- **RECORDS TO USE**
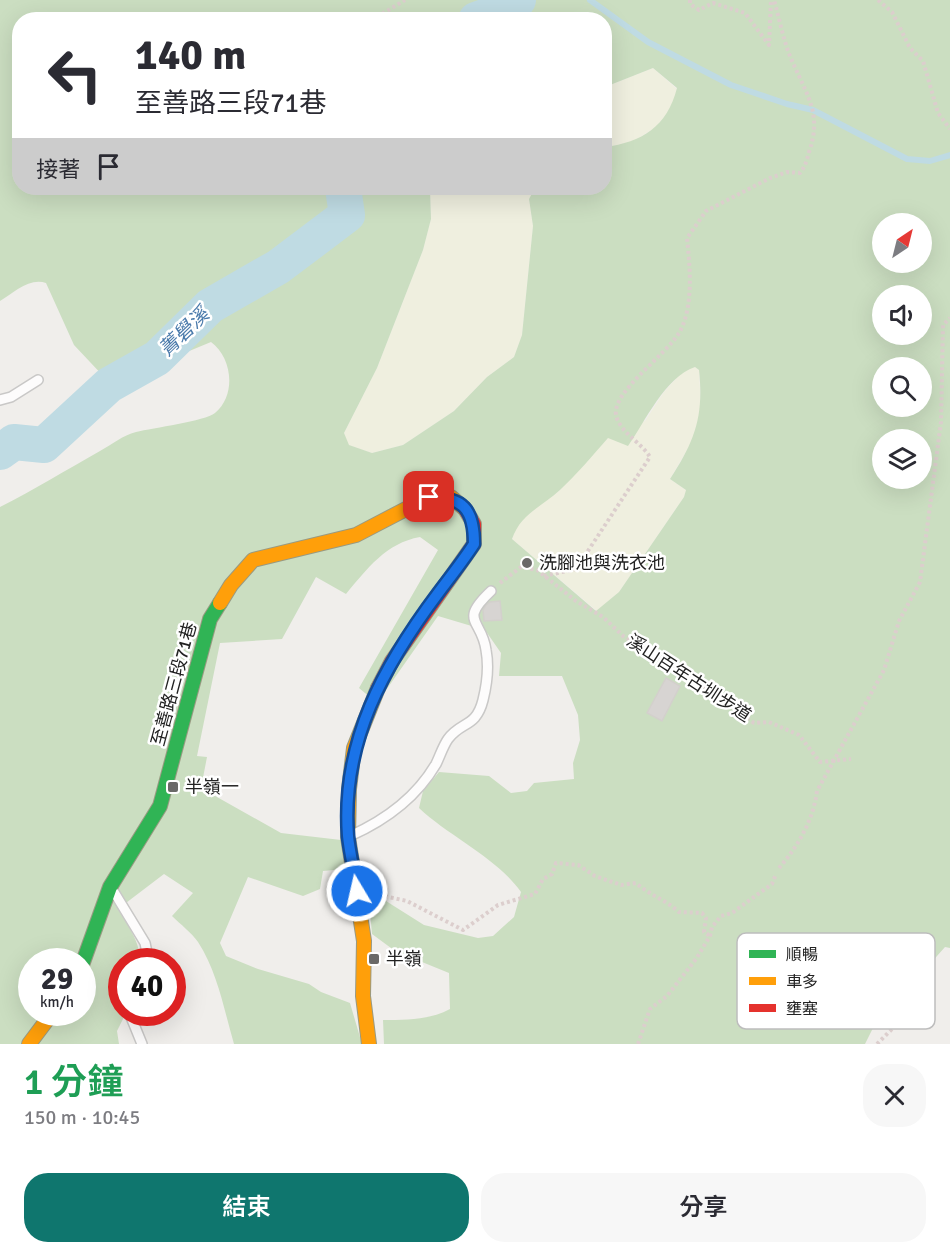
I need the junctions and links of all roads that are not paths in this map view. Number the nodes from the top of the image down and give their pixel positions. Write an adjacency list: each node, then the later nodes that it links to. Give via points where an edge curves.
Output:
1 (38, 380): 2 (lane)
2 (0, 400)
3 (491, 591): 4 (lane, via 475,608 472,620 486,651 487,680 477,717 448,738 435,765 405,804)
4 (348, 837): 5 (street, 至善路三段71巷, via 354,748 371,703 392,661 474,544 474,524 466,509 451,497 429,497 356,535 253,561 231,585 210,619 160,806); 12 (street, 至善路三段71巷, via 364,941 363,996)
5 (110, 887): 6 (street, 至善路三段71巷); 7 (lane)
6 (88, 948)
7 (146, 948)
8 (42, 1026): 10 (street)
9 (135, 1026): 11 (lane)
10 (29, 1044)
11 (142, 1044)
12 (369, 1044)

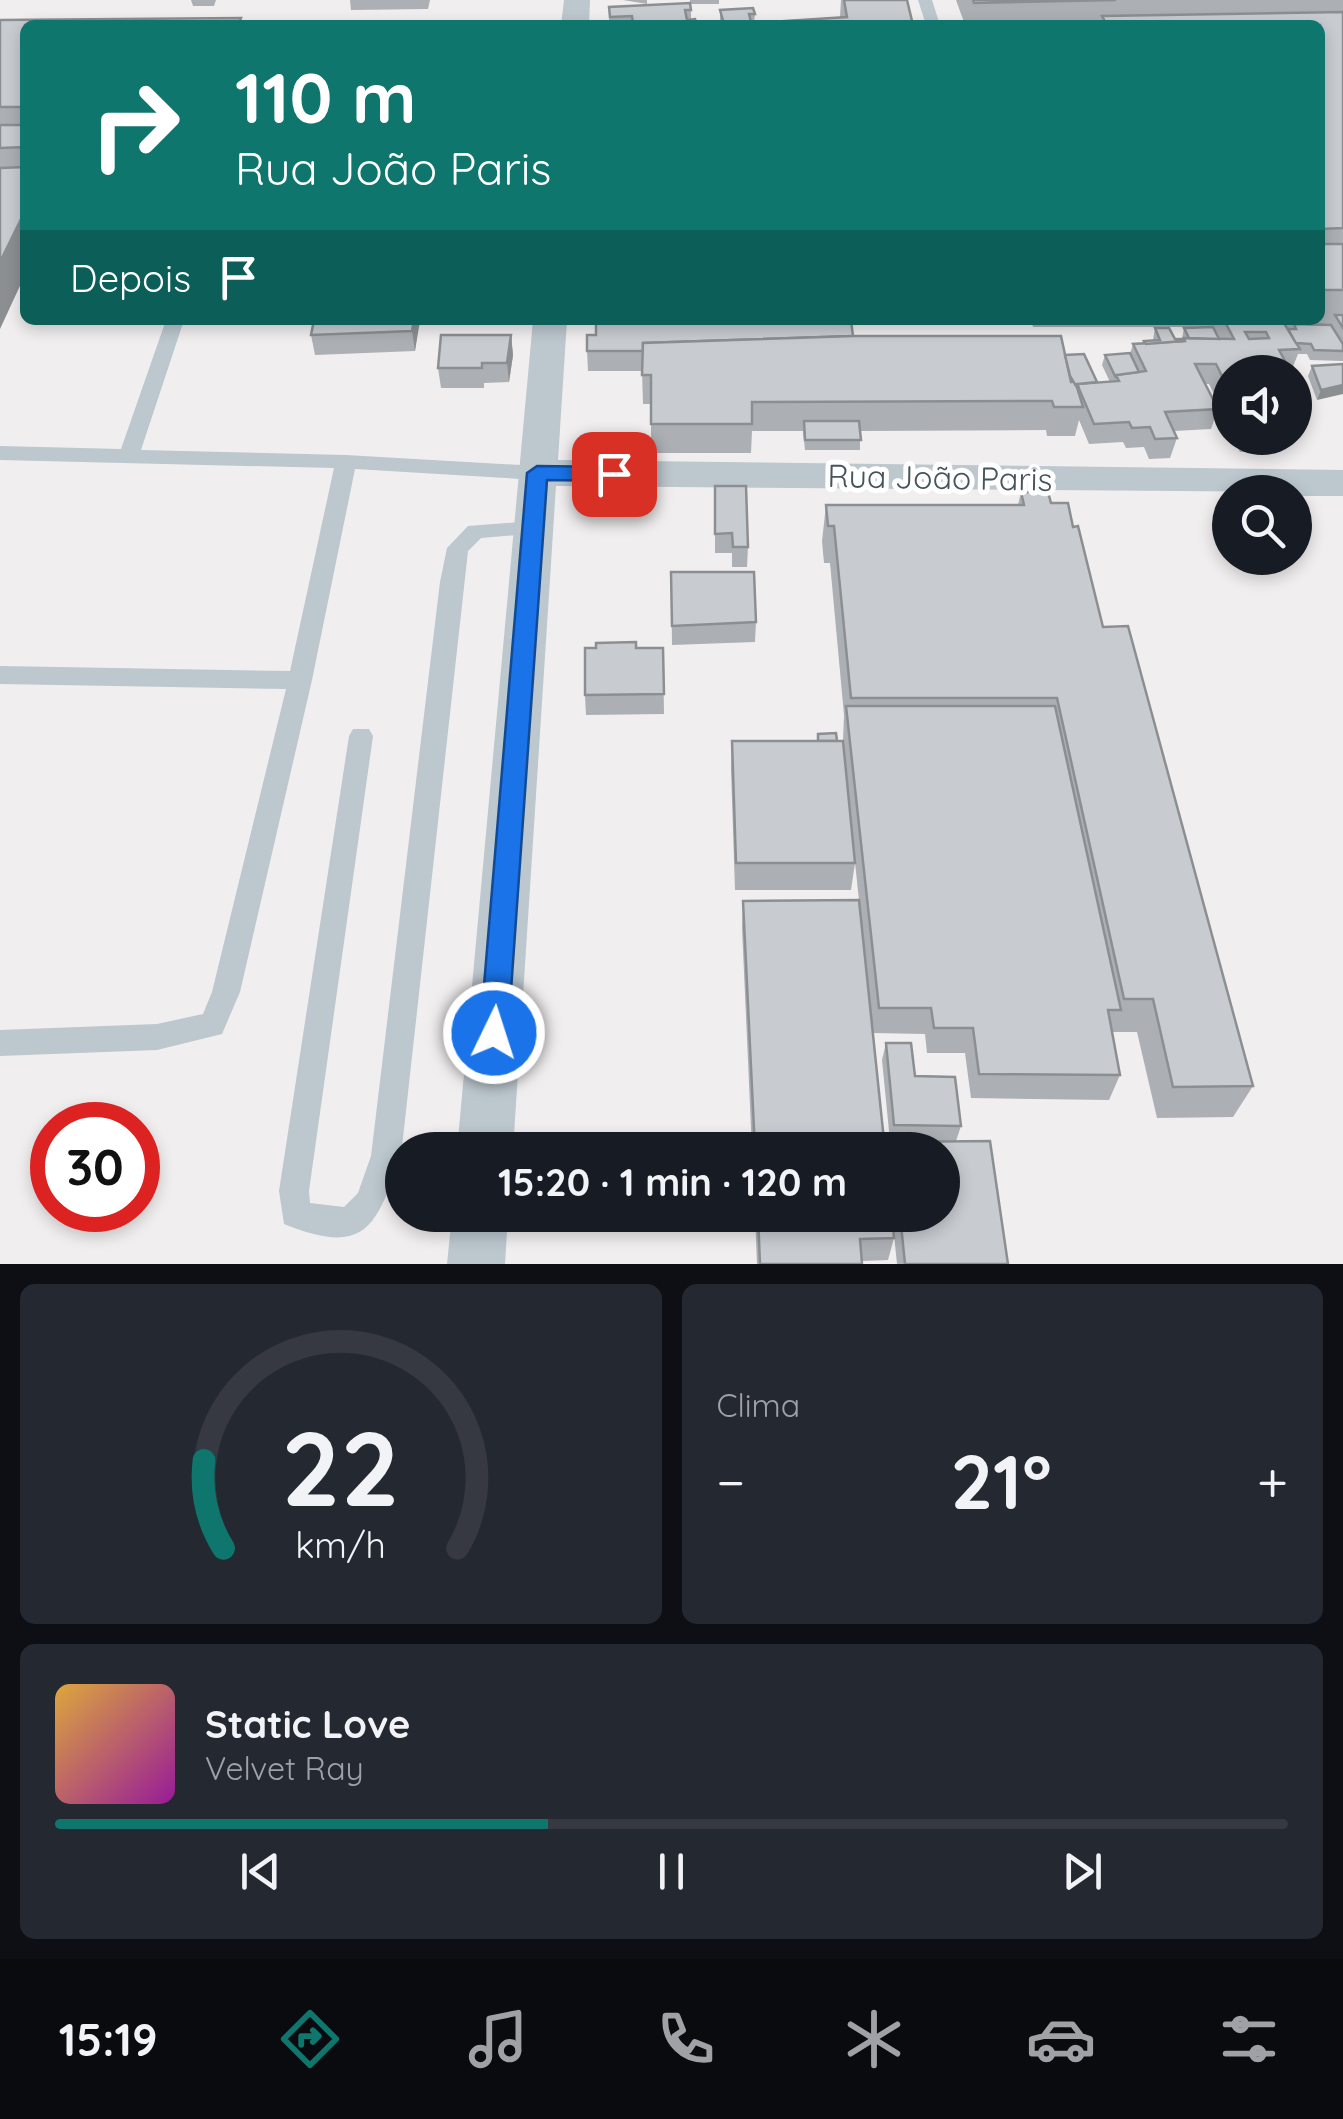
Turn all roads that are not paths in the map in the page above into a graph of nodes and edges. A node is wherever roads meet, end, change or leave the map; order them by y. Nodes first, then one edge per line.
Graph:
1 (173, 325) edge
2 (550, 325) edge
3 (0, 452) edge
4 (129, 456) junction
5 (346, 462) junction
6 (537, 473) junction
7 (1343, 483) edge
8 (533, 528) junction
9 (0, 675) edge
10 (300, 680) junction
11 (360, 736) dead end
12 (0, 1043) edge
13 (485, 1132) edge
14 (479, 1232) edge
15 (476, 1264) edge

1 - 4 lane
2 - 6 street
3 - 4 lane
4 - 5 lane
5 - 6 lane
5 - 10 lane
6 - 7 street, Rua João Paris
6 - 8 street
8 - 11 lane
8 - 13 street
9 - 10 lane
10 - 12 lane
14 - 15 street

- **EXERCISE GOAL**
What needs duplicating is the run of lines from the one containing "Turn all roads" through the last line of the entries above, exact and complete.

- **TASK OUTPUT**
Turn all roads that are not paths in the map in the page above into a graph of nodes and edges. A node is wherever roads meet, end, change or leave the map; order them by y. Nodes first, then one edge per line.
Graph:
1 (173, 325) edge
2 (550, 325) edge
3 (0, 452) edge
4 (129, 456) junction
5 (346, 462) junction
6 (537, 473) junction
7 (1343, 483) edge
8 (533, 528) junction
9 (0, 675) edge
10 (300, 680) junction
11 (360, 736) dead end
12 (0, 1043) edge
13 (485, 1132) edge
14 (479, 1232) edge
15 (476, 1264) edge

1 - 4 lane
2 - 6 street
3 - 4 lane
4 - 5 lane
5 - 6 lane
5 - 10 lane
6 - 7 street, Rua João Paris
6 - 8 street
8 - 11 lane
8 - 13 street
9 - 10 lane
10 - 12 lane
14 - 15 street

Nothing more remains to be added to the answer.